> **Goal of the exercise**
Go line by line through the entries and show those that hold the string "Carrera".

(Saved data entries)

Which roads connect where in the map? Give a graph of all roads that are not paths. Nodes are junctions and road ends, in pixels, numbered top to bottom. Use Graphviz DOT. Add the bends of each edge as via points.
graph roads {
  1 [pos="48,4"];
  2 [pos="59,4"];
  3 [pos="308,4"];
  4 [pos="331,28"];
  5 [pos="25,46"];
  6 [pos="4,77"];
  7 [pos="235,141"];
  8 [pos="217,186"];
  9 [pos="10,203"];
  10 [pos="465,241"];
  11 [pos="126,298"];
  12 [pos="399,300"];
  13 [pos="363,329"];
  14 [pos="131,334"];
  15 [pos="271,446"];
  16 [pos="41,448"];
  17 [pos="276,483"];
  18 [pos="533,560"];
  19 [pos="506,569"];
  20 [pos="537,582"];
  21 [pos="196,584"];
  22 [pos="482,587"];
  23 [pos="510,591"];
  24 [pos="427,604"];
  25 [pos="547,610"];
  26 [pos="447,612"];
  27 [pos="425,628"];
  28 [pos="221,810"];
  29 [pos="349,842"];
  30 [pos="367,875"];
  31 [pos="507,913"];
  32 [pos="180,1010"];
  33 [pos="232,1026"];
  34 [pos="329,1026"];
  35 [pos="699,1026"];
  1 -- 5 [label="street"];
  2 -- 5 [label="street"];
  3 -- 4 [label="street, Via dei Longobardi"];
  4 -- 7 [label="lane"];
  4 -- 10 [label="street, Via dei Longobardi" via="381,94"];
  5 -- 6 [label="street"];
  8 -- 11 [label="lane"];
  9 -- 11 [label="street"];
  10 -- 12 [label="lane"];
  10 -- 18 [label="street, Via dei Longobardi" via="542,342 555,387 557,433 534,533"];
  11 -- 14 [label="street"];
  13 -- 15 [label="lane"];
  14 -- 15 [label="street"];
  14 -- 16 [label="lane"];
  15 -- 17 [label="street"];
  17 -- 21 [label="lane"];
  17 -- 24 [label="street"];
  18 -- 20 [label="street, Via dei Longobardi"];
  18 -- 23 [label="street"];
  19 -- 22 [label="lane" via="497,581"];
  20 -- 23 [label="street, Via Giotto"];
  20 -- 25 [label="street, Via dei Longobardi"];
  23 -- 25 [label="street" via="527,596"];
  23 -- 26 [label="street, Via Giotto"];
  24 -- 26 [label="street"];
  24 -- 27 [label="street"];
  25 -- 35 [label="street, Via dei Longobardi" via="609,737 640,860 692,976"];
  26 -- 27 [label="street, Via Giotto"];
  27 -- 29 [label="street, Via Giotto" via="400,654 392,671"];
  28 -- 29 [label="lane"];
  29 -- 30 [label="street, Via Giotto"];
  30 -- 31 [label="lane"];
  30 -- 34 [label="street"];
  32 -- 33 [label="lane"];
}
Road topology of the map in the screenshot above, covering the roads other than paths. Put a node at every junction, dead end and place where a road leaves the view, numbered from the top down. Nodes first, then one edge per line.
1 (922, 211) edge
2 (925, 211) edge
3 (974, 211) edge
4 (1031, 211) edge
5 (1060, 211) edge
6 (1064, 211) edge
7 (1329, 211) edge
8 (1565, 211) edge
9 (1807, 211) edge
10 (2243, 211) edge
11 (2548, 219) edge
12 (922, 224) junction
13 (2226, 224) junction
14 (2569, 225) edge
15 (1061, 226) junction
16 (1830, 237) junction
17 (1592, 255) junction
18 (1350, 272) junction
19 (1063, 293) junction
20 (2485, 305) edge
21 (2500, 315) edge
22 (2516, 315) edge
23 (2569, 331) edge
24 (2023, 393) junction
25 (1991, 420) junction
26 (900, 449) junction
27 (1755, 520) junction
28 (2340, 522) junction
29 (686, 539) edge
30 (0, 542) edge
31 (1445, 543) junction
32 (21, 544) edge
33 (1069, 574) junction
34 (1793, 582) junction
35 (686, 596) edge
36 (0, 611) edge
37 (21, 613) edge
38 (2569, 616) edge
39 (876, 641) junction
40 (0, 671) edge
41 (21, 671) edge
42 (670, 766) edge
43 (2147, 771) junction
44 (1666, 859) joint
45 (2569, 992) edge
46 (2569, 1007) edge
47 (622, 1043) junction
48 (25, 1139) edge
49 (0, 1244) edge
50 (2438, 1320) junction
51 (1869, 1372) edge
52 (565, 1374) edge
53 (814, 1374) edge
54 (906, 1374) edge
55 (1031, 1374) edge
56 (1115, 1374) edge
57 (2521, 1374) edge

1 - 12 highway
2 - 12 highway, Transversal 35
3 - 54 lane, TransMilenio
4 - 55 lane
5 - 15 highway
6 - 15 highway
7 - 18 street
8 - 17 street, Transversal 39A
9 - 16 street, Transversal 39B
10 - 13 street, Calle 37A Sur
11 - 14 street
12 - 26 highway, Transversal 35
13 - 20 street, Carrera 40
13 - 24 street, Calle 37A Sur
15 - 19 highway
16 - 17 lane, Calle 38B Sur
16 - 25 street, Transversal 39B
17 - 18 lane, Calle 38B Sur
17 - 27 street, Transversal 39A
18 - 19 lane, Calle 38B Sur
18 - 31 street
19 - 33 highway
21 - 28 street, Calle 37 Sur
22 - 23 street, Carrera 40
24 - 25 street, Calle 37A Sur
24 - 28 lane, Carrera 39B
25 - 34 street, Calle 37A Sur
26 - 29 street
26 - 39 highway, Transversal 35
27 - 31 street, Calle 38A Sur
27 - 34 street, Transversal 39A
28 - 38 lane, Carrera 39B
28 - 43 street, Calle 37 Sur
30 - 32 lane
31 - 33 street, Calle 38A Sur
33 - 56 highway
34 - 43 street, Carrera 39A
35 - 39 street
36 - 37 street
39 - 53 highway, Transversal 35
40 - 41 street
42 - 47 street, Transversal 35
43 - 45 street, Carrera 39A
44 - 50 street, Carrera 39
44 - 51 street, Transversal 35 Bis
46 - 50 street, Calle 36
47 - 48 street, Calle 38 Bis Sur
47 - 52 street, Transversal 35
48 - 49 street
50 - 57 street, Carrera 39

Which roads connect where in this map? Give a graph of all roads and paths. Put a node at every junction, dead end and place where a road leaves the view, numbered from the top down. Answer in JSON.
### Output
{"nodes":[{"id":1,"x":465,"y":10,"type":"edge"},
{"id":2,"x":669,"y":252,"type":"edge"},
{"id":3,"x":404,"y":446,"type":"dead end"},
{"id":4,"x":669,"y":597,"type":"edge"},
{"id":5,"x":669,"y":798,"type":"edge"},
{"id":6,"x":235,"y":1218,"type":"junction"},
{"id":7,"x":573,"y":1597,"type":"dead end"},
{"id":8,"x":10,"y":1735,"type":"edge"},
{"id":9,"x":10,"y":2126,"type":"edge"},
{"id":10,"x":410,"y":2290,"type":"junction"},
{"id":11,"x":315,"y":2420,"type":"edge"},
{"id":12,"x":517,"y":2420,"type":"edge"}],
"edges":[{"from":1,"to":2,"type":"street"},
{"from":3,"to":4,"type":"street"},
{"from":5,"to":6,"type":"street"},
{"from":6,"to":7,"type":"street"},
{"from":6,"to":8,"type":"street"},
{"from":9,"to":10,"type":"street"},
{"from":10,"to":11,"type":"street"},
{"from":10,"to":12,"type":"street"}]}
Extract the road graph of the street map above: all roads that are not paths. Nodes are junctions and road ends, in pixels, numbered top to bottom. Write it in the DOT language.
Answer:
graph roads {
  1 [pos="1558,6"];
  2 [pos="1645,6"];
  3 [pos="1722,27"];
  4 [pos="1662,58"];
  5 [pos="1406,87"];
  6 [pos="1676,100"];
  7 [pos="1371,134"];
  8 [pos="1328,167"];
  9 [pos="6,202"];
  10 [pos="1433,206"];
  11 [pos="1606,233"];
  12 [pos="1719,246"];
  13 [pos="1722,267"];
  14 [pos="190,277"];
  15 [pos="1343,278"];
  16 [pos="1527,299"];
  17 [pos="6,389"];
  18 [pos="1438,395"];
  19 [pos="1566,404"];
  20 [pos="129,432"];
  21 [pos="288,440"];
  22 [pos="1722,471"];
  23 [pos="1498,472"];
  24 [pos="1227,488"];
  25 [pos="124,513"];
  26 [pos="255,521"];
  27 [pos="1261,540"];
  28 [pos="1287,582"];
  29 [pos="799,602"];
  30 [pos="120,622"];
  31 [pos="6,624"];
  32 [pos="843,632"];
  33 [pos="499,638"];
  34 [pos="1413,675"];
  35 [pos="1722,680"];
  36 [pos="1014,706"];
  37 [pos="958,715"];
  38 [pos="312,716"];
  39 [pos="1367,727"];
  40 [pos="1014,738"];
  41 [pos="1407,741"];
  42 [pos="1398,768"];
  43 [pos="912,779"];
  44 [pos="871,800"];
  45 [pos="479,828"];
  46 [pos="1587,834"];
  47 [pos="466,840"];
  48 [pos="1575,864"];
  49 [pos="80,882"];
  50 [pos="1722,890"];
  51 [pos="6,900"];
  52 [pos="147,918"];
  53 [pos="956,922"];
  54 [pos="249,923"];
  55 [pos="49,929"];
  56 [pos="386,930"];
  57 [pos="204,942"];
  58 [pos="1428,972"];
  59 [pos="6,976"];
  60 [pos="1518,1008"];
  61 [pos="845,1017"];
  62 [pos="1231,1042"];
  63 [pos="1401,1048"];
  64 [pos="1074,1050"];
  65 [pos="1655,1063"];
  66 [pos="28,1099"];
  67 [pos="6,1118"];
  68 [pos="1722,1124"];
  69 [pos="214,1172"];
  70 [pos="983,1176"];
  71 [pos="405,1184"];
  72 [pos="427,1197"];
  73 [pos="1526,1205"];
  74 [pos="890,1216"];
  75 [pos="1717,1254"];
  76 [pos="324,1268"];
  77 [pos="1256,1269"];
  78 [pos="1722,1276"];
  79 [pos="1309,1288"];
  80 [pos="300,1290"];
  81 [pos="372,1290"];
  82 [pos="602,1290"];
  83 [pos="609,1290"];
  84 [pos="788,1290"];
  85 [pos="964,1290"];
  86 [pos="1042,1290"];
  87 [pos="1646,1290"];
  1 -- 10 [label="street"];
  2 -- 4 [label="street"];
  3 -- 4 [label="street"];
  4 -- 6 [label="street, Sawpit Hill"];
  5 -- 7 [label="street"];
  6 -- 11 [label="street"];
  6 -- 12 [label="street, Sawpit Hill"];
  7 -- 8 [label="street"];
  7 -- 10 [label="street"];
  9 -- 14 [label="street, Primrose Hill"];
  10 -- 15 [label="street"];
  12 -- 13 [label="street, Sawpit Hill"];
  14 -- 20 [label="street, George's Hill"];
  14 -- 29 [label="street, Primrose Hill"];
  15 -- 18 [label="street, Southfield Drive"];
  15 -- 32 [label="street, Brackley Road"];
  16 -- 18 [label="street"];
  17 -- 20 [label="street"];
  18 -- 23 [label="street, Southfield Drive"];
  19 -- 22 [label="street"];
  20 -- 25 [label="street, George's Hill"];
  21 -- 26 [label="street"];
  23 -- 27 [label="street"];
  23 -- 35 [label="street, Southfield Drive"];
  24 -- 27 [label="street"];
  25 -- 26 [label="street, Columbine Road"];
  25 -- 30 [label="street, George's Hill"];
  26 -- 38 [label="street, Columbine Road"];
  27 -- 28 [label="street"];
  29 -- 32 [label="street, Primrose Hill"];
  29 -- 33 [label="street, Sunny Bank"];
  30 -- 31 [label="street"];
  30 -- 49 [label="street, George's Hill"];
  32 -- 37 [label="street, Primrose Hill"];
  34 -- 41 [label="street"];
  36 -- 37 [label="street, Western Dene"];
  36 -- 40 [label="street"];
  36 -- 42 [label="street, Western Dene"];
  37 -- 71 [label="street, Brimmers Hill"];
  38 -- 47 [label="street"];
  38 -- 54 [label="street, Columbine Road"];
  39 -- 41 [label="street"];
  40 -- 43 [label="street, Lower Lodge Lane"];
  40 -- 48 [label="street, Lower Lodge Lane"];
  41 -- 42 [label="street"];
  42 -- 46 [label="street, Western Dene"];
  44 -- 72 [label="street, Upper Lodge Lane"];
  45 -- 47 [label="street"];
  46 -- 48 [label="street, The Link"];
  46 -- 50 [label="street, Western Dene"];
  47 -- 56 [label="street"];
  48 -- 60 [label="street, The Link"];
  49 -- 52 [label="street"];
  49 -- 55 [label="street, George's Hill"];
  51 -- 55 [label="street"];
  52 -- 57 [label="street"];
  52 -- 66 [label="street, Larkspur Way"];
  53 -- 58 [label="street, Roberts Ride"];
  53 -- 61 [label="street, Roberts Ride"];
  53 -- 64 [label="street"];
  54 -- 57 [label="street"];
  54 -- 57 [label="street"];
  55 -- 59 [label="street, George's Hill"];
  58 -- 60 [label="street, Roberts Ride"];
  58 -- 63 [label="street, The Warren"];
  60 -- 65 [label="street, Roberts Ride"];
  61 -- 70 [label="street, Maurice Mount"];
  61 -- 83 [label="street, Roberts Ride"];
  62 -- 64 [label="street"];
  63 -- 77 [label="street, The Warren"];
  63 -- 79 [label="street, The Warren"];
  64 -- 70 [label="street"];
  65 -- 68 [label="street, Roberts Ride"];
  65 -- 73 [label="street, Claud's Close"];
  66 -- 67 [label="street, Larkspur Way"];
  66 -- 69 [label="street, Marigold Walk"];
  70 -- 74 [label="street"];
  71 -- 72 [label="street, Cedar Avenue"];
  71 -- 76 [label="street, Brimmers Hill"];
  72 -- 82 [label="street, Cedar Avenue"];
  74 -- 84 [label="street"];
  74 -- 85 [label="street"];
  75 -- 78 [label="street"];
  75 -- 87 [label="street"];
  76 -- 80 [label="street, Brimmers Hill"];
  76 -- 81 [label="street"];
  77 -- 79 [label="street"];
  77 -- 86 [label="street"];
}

> **Response area**
13 - 20 street, Carrera 40
22 - 23 street, Carrera 40
24 - 28 lane, Carrera 39B
28 - 38 lane, Carrera 39B
34 - 43 street, Carrera 39A
43 - 45 street, Carrera 39A
44 - 50 street, Carrera 39
50 - 57 street, Carrera 39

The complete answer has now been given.